The cannon will better deliver precision rounds and also feature additional armor protection and power more on-board electrical systems.
"The (space, weight and power) buy-back the PIM will provide is huge," Lt. Col. Dan Furber, product manager, Self-Propelled Howitzer Systems, said. "It allows us to add additional armor to the platform and it allows us to add additional capabilities such as automation or electronic packages."
The PIM is the Army's modernization program for the 155mm self-propelled Howitzer fleet and is scheduled to begin low-rate initial production of the weapon by 2013.

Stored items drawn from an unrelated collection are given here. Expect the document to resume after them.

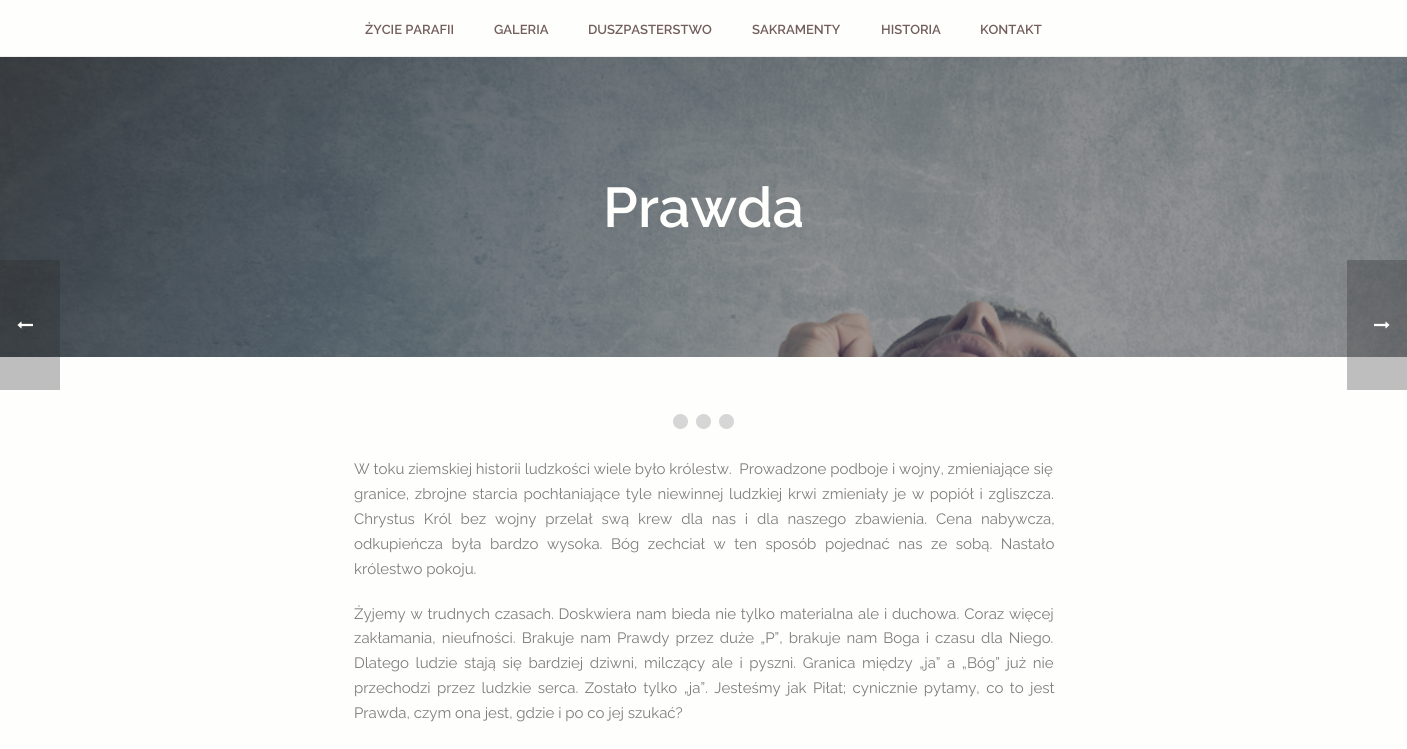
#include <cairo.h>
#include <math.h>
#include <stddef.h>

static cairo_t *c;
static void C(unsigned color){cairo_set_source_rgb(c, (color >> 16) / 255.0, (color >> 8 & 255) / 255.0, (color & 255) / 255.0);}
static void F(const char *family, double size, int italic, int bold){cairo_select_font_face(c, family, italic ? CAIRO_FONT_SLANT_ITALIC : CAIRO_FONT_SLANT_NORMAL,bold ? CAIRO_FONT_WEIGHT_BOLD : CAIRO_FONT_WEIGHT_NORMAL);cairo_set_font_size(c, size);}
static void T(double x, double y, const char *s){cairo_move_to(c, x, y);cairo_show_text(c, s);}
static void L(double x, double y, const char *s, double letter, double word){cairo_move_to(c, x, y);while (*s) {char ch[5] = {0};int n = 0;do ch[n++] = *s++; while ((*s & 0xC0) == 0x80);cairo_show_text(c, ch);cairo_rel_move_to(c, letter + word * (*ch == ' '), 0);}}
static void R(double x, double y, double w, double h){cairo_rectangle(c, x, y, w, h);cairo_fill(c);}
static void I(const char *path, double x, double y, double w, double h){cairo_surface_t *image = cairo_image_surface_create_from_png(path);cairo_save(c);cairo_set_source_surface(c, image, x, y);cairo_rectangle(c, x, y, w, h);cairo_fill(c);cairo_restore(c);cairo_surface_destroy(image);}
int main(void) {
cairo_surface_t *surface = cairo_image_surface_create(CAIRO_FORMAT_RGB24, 1407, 749);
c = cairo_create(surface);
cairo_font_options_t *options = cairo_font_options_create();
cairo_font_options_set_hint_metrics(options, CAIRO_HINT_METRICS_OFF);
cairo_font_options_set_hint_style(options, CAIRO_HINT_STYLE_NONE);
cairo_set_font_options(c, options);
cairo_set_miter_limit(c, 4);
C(0xfefefd);
cairo_paint(c);
I("2.png",0,57,1407,300);
cairo_set_source_rgba(c,0.169,0.165,0.161,0.3);
R(0,260,60,130);
I("1.png",17,321,16,8);
C(0xefefee);
R(0,56,1407,1);
F("Raleway SemiBold",13,0,0);
C(0x725e5b);
T(365,34,"ŻYCIE PARAFII");
T(494,34,"GALERIA");
T(588,34,"DUSZPASTERSTWO");
T(752,34,"SAKRAMENTY");
T(881,34,"HISTORIA");
T(980,34,"KONTAKT");
F("Raleway SemiBold",56,0,0);
C(0xfefefd);
T(603,227,"Prawda");
F("Raleway",15,0,0);
C(0x7f7d7a);
T(354,474,"W toku ziemskiej historii ludzkości wiele było królestw.  Prowadzone podboje i wojny, zmieniające się");
L(354,499,"granice, zbrojne starcia pochłaniające tyle niewinnej ludzkiej krwi zmieniały je w popiół i zgliszcza.",0,1.9);
L(354,524,"Chrystus Król bez wojny przelał swą krew dla nas i dla naszego zbawienia. Cena nabywcza,",0,5.1);
L(354,549,"odkupieńcza była bardzo wysoka. Bóg zechciał w ten sposób pojednać nas ze sobą. Nastało",0,4.75);
T(354,574,"królestwo pokoju.");
L(354,619,"Żyjemy w trudnych czasach. Doskwiera nam bieda nie tylko materialna ale i duchowa. Coraz więcej",0,1);
L(354,643,"zakłamania, nieufności. Brakuje nam Prawdy przez duże „P”, brakuje nam Boga i czasu dla Niego.",0,2.25);
L(354,668,"Dlatego ludzie stają się bardziej dziwni, milczący ale i pyszni. Granica między „ja” a „Bóg” już nie",0,2.75);
L(354,693,"przechodzi przez ludzkie serca. Zostało tylko „ja”. Jesteśmy jak Piłat; cynicznie pytamy, co to jest",0,2.6);
T(354,718,"Prawda, czym ona jest, gdzie i po co jej szukać?");
cairo_set_source_rgba(c,0.169,0.165,0.161,0.3);
R(1347,260,60,130);
I("3.png",1374,321,16,8);
C(0xd7d6d6);
cairo_arc(c,680.5,421.5,7.5,0,2 * M_PI);
cairo_fill(c);
cairo_arc(c,703.5,421.5,7.5,0,2 * M_PI);
cairo_fill(c);
cairo_arc(c,726.5,421.5,7.5,0,2 * M_PI);
cairo_fill(c);
cairo_surface_write_to_png(surface, "o.png");
cairo_font_options_destroy(options);
cairo_destroy(c);
cairo_surface_destroy(surface);
return 0;
}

The PIM's on-board power system harnesses technologies developed for the Non-Line-of-Sight Cannon, a 155mm Howitzer formerly developed for the Future Combat Systems' Manned-Ground Vehicles program, which was canceled in 2009.
"We've also harnessed the electric drives from the NLOS-C, which are faster than the hydraulic drives used in the existing fleet," Furber said. "With the electric drives and rammer, we are finding more consistent ramming of the round which allows for more consistent muzzle velocities and we are a little more accurate and responsive with the electric drives."
Prototypes of the vehicle, built by BAE Systems, are now undergoing government testing in preparation for a Low-Rate Initial Production decision.
The PIM vehicle's cannon rests on a chassis built with Bradley Fighting Vehicle common components including engine, transmission and tracks.
Like other 155mm artillery systems, the Paladin will be configured to fire precision munitions such as the Excalibur and the Precision Guidance Kit. The PIM is being designed to provide key fire support for a range of potential combat operations to include conventional, hybrid, irregular and counterinsurgency scenarios.
The Army plans to build 580 new Paladin PIM sets.